- Work instructions: Could you reproduce the entries exactly, omitting every picture?

(Dataset entries)
════════════════════

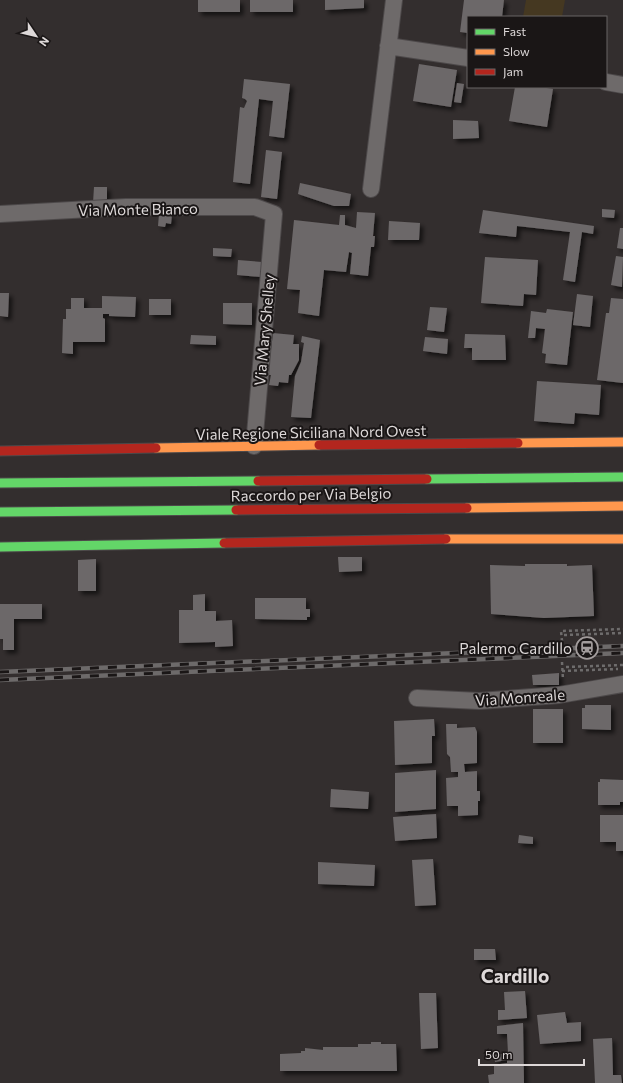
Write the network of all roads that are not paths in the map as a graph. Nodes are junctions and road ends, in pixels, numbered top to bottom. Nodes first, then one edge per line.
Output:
1 (394, 0) edge
2 (388, 46) junction
3 (467, 58) edge
4 (607, 82) edge
5 (623, 85) edge
6 (371, 189) dead end
7 (0, 214) edge
8 (274, 214) joint
9 (623, 442) edge
10 (254, 446) junction
11 (0, 451) edge
12 (623, 477) edge
13 (0, 483) edge
14 (623, 506) edge
15 (0, 512) edge
16 (623, 539) edge
17 (0, 547) edge
18 (623, 684) edge
19 (416, 698) dead end

1 - 2 street
2 - 3 street
2 - 6 street
4 - 5 street
7 - 8 street, Via Monte Bianco
8 - 10 street, Via Mary Shelley
9 - 10 main road, Viale Regione Siciliana Nord Ovest
10 - 11 main road, Viale Regione Siciliana Nord Ovest
12 - 13 main road, Raccordo per Via Belgio
14 - 15 main road, Raccordo per Via Belgio
16 - 17 main road
18 - 19 street, Via Monreale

════════════════════

- Solution for this exercise:
Write the network of all roads that are not paths in the map as a graph. Nodes are junctions and road ends, in pixels, numbered top to bottom. Nodes first, then one edge per line.
Output:
1 (394, 0) edge
2 (388, 46) junction
3 (467, 58) edge
4 (607, 82) edge
5 (623, 85) edge
6 (371, 189) dead end
7 (0, 214) edge
8 (274, 214) joint
9 (623, 442) edge
10 (254, 446) junction
11 (0, 451) edge
12 (623, 477) edge
13 (0, 483) edge
14 (623, 506) edge
15 (0, 512) edge
16 (623, 539) edge
17 (0, 547) edge
18 (623, 684) edge
19 (416, 698) dead end

1 - 2 street
2 - 3 street
2 - 6 street
4 - 5 street
7 - 8 street, Via Monte Bianco
8 - 10 street, Via Mary Shelley
9 - 10 main road, Viale Regione Siciliana Nord Ovest
10 - 11 main road, Viale Regione Siciliana Nord Ovest
12 - 13 main road, Raccordo per Via Belgio
14 - 15 main road, Raccordo per Via Belgio
16 - 17 main road
18 - 19 street, Via Monreale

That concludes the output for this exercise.